I see that I hurt him. He turns to leave.
“Don’t go brother. I said that wrong. I meant to open a door for you to let you in, not to chase you out.”

“My fault too,” he say with a frown. “I make a stir wherever I goes. Some cry, ‘apostle!’ and wash my feet. Some cries, ‘apostate!’ and want me beat. I seen the inside a many a jail for nothin’ more than talkin’ of God. And I’ve tasted the dust a half the known world; shipwrecked and damn near drownded as well. The rod of the Lor driven me on.

“Truth is, I can’t hardly tell no more who is deliverin’ these bruises and welts, the Infinite One or the impotent ones, or where one ends and the other begins. But to answer the question you didn’t ask, I’m an Israelite, and I’m proud of it. What an honor to be a Jew! And so I prays whenever I have the chance to slip myself in, unnoticed, unknown, just another graybeard under his shawl.

“But just now, you spoke well, my friend. We Jews are required to open the door to these sons of Rome whose faith has failed; these orphans of gods turned ugly and cruel; no-gods whose future is no-good works; these orphans who finally face the truth – their guardian gods are failing them. They looks in our window and peeks in our door and sees a people inspired with faith by a God of justice and a Lor of love. Bring these lost and childlike souls into our brit* and up to our Lor. We must open our doors now and bring on the world!”
* brit: covenant, community

I looks around this little place. For a moment it seemin’ like Eden to me. Together, Roman, Greek, and Jew without our sharp and poison words, without our jagged-edged thoughts, just sippin’ tea and quiet talk, a moment of peace in a tohu* world.
* tohu: from Genesis 1:2, formless, chaotic

Then he pulls out an epistle writ to Rome. “Read,” he says, and gives it to me. Long it were. I squinch my eyes.
“You want to hear my thoughts on it or you just testin’ your writing craft to see if you can snag some fruit, a gift to bring to your Jesus feast.”
A wince of a smile, but he just says, ‘Read.’

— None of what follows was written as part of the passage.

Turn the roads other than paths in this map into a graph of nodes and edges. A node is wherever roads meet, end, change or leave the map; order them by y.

We walked a ways to a shop he knows, owned by a Greek diplomat. All neat and tidy, arranged on shelves, books and scrolls and artifacts he come across servin’ the throne. He lock the shop and we leave thru a door in the rear. Eden, a garden 8 steps square. Carob and fig trees, viburnum, and palm.

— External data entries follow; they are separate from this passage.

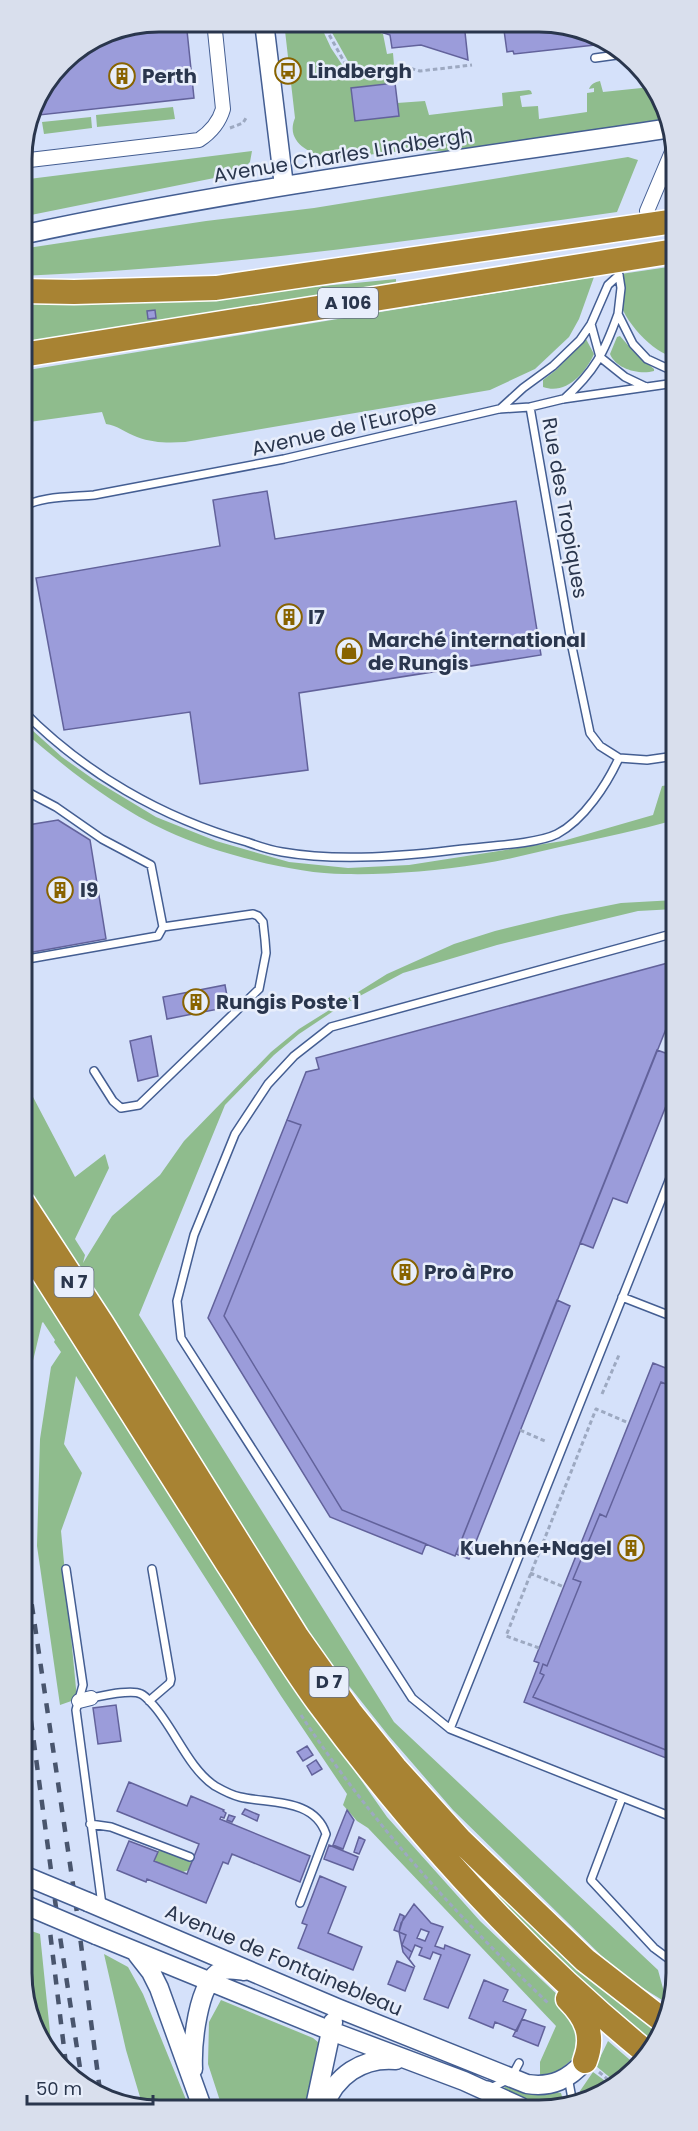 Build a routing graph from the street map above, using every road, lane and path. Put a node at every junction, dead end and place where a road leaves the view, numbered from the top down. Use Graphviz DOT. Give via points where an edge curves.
graph roads {
  1 [pos="215,32"];
  2 [pos="265,32"];
  3 [pos="328,32"];
  4 [pos="613,55"];
  5 [pos="595,58"];
  6 [pos="472,65"];
  7 [pos="246,118"];
  8 [pos="226,127"];
  9 [pos="663,129"];
  10 [pos="32,160"];
  11 [pos="666,166"];
  12 [pos="284,186"];
  13 [pos="647,211"];
  14 [pos="666,222"];
  15 [pos="32,233"];
  16 [pos="666,252"];
  17 [pos="32,291"];
  18 [pos="618,314"];
  19 [pos="591,324"];
  20 [pos="32,353"];
  21 [pos="600,357"];
  22 [pos="666,368"];
  23 [pos="666,384"];
  24 [pos="646,387"];
  25 [pos="563,399"];
  26 [pos="530,407"];
  27 [pos="499,410"];
  28 [pos="32,503"];
  29 [pos="32,720"];
  30 [pos="666,757"];
  31 [pos="619,758"];
  32 [pos="32,794"];
  33 [pos="163,927"];
  34 [pos="666,935"];
  35 [pos="32,958"];
  36 [pos="94,1071"];
  37 [pos="666,1188"];
  38 [pos="32,1217"];
  39 [pos="32,1255"];
  40 [pos="622,1297"];
  41 [pos="666,1314"];
  42 [pos="619,1355"];
  43 [pos="125,1362"];
  44 [pos="114,1384"];
  45 [pos="602,1394"];
  46 [pos="629,1423"];
  47 [pos="520,1430"];
  48 [pos="547,1442"];
  49 [pos="66,1569"];
  50 [pos="152,1569"];
  51 [pos="530,1573"];
  52 [pos="564,1587"];
  53 [pos="539,1648"];
  54 [pos="85,1699"];
  55 [pos="148,1701"];
  56 [pos="450,1729"];
  57 [pos="622,1798"];
  58 [pos="666,1815"];
  59 [pos="90,1824"];
  60 [pos="190,1857"];
  61 [pos="32,1879"];
  62 [pos="300,1903"];
  63 [pos="95,1904"];
  64 [pos="32,1908"];
  65 [pos="135,1953"];
  66 [pos="666,1957"];
  67 [pos="255,1972"];
  68 [pos="564,1980"];
  69 [pos="209,1983"];
  70 [pos="337,2008"];
  71 [pos="658,2017"];
  72 [pos="331,2031"];
  73 [pos="641,2048"];
  74 [pos="409,2062"];
  75 [pos="590,2064"];
  76 [pos="519,2075"];
  77 [pos="448,2076"];
  78 [pos="568,2078"];
  79 [pos="608,2079"];
  80 [pos="193,2082"];
  81 [pos="571,2095"];
  82 [pos="199,2100"];
  83 [pos="316,2100"];
  84 [pos="327,2100"];
  85 [pos="505,2100"];
  1 -- 10 [label="street" via="223,109 208,134 198,140"];
  2 -- 12 [label="main road"];
  3 -- 6 [label="path" via="351,74"];
  4 -- 5 [label="lane"];
  7 -- 8 [label="path" via="237,126"];
  9 -- 12 [label="main road, Avenue Charles Lindbergh"];
  11 -- 13 [label="street"];
  12 -- 15 [label="main road, Avenue Charles Lindbergh"];
  14 -- 17 [label="highway, A 106" via="216,288"];
  16 -- 20 [label="highway, A 106"];
  18 -- 19 [label="lane" via="619,275 608,285"];
  18 -- 21 [label="lane"];
  18 -- 22 [label="lane" via="633,345 647,359"];
  19 -- 21 [label="lane"];
  19 -- 27 [label="lane" via="553,366"];
  21 -- 24 [label="lane" via="625,377"];
  21 -- 25 [label="lane" via="585,380"];
  23 -- 24 [label="lane, Avenue de l'Europe"];
  24 -- 25 [label="lane, Avenue de l'Europe"];
  25 -- 26 [label="lane, Avenue de l'Europe"];
  26 -- 27 [label="lane, Avenue de l'Europe"];
  26 -- 31 [label="lane, Rue des Tropiques" via="590,733 600,746"];
  27 -- 28 [label="lane, Avenue de l'Europe" via="284,459"];
  29 -- 31 [label="lane" via="86,766 138,799 209,831 281,852 334,856 440,852 557,834 600,794"];
  30 -- 31 [label="lane"];
  32 -- 33 [label="lane" via="151,865"];
  33 -- 35 [label="lane" via="158,936"];
  33 -- 36 [label="lane" via="258,916 263,922 266,948 259,989 139,1105 121,1107 113,1101"];
  34 -- 56 [label="lane" via="331,1027 294,1056 268,1084 235,1134 194,1235 177,1301 181,1338 412,1698"];
  37 -- 40 [label="lane"];
  38 -- 43 [label="highway, N 7"];
  39 -- 44 [label="highway, N 7"];
  40 -- 41 [label="lane"];
  40 -- 56 [label="lane"];
  42 -- 45 [label="path"];
  43 -- 71 [label="highway, D 7" via="297,1637 394,1768 461,1841 585,1960"];
  44 -- 68 [label="highway, D 7" via="320,1703 378,1780 492,1908"];
  46 -- 51 [label="path" via="596,1409"];
  47 -- 48 [label="path"];
  49 -- 54 [label="lane"];
  50 -- 55 [label="lane" via="171,1678"];
  51 -- 52 [label="path"];
  51 -- 53 [label="path" via="506,1636"];
  54 -- 55 [label="lane" via="134,1692"];
  54 -- 59 [label="lane" via="76,1710"];
  55 -- 62 [label="lane" via="214,1785 239,1797 295,1805 322,1823 326,1834"];
  56 -- 57 [label="lane"];
  57 -- 58 [label="lane"];
  57 -- 66 [label="lane" via="591,1880"];
  59 -- 60 [label="lane" via="111,1827"];
  59 -- 63 [label="lane"];
  61 -- 63 [label="main road, Avenue de Fontainebleau, bridge"];
  63 -- 67 [label="main road, Avenue de Fontainebleau"];
  64 -- 65 [label="main road, bridge"];
  65 -- 69 [label="main road"];
  65 -- 80 [label="main road" via="151,1971 159,1988"];
  67 -- 69 [label="main road" via="221,1971"];
  67 -- 70 [label="main road, Avenue de Fontainebleau"];
  68 -- 73 [label="highway, D 7"];
  68 -- 75 [label="highway" via="564,1995 589,2028"];
  69 -- 72 [label="main road"];
  69 -- 80 [label="main road" via="196,2019"];
  70 -- 72 [label="main road"];
  70 -- 76 [label="main road, Avenue de Fontainebleau"];
  72 -- 74 [label="main road"];
  72 -- 83 [label="main road"];
  74 -- 77 [label="main road"];
  74 -- 84 [label="main road" via="378,2060 354,2068 330,2091"];
  75 -- 78 [label="main road"];
  75 -- 79 [label="path"];
  76 -- 77 [label="lane" via="493,2087 465,2077"];
  76 -- 78 [label="main road" via="548,2085"];
  77 -- 85 [label="main road"];
  78 -- 81 [label="lane"];
  80 -- 82 [label="main road"];
}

I reads his letter while the 2 of them chats. Heat a the day begun to pass by the time I’m done. His eyes leap when he see me lay the papyrus down.
“So will you join me on my way?”

“Saul, your say ain’t writ to me. I’m a man of law and works, a Jew like you, well circumcised. But you cast law and works to the wind. Me, I’ll blow in the wind with them.

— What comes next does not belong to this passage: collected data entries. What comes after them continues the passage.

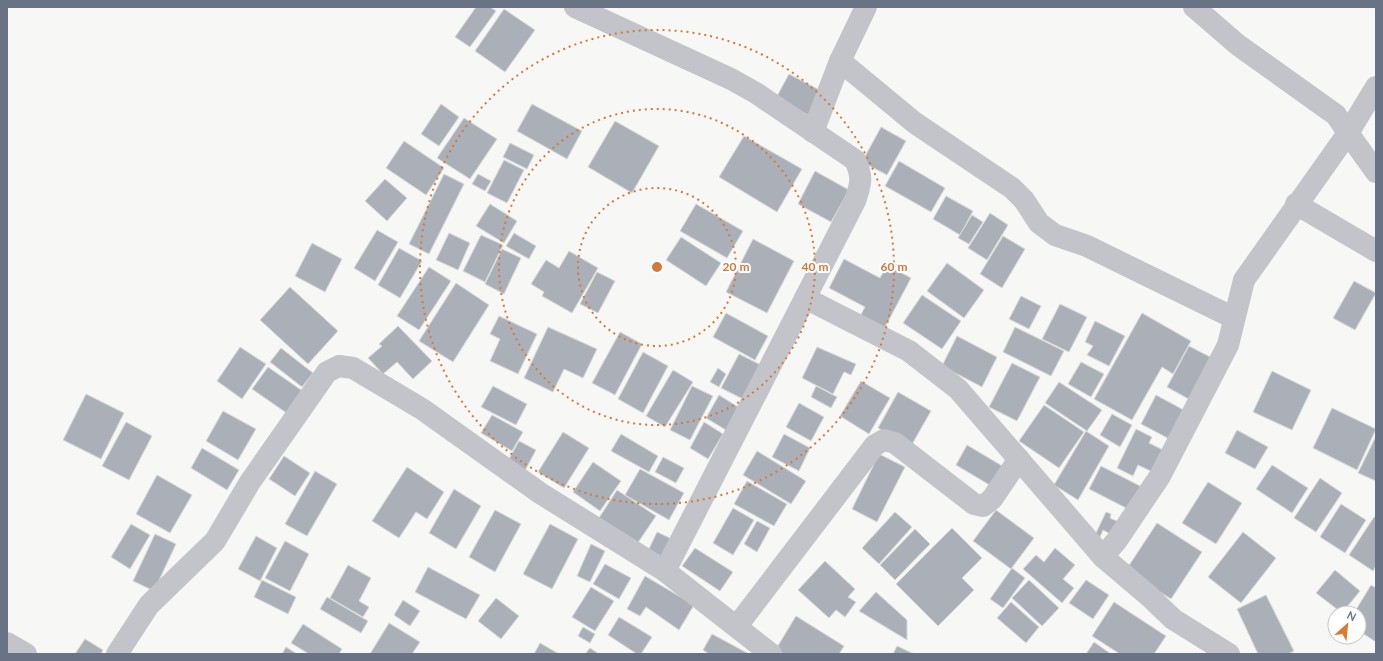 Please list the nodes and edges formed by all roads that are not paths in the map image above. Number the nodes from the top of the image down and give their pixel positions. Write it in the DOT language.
graph roads {
  1 [pos="575,7"];
  2 [pos="866,7"];
  3 [pos="1194,7"];
  4 [pos="840,61"];
  5 [pos="1376,87"];
  6 [pos="813,132"];
  7 [pos="1348,132"];
  8 [pos="1376,172"];
  9 [pos="1296,204"];
  10 [pos="1376,250"];
  11 [pos="805,298"];
  12 [pos="1234,318"];
  13 [pos="1019,459"];
  14 [pos="1103,557"];
  15 [pos="665,571"];
  16 [pos="737,626"];
  17 [pos="7,643"];
  18 [pos="26,654"];
  19 [pos="117,654"];
  20 [pos="771,654"];
  21 [pos="1229,654"];
  1 -- 6 [label="street"];
  2 -- 4 [label="street"];
  3 -- 7 [label="street"];
  4 -- 6 [label="street"];
  4 -- 12 [label="street"];
  5 -- 7 [label="street"];
  6 -- 11 [label="street"];
  7 -- 8 [label="street"];
  7 -- 9 [label="street"];
  9 -- 10 [label="street"];
  9 -- 12 [label="street"];
  11 -- 13 [label="street"];
  11 -- 15 [label="street"];
  12 -- 14 [label="street"];
  13 -- 14 [label="street"];
  13 -- 16 [label="street"];
  14 -- 21 [label="street"];
  15 -- 16 [label="street"];
  15 -- 19 [label="street"];
  16 -- 20 [label="street"];
  17 -- 18 [label="street"];
}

“But I likes your preachin’, urgin’ Greece and Rome to throw their idols down and find our Lor. And then you go and swerve away into a patch of brambly thoughts on grace and sin and God will save – as if you know how God will judge – and then you turn it all upside down, exhortin’ us to know good and do good. That’s the law and that’s our works, plain as any eye can see. I’ll let your philosophic Greeks sort their way thru that thorny stuff.

“And then you end with noble advice, bright and gentle, wise and kind – how to make their community strong with trust and love and humbleness, and callin’ all the worlds to God. Isaiah would be proud of that.

“In sum, it ain’t a work of art, and all our words will soon be lost, but still it stands as fair advice. Send it. It might do some good.”

He turns to his friend like I’m just a fly.
“There it is as I’ve said before. The law is a curse, enslavin’ the mind. Egypt it is. I’m glad to be free.”

And they walks away into the house, me standin’ there like a stump of a tree.
“No one will ever believe that stuff. He’ll turn around,”
I thinks to myself, as I makes my way back into town.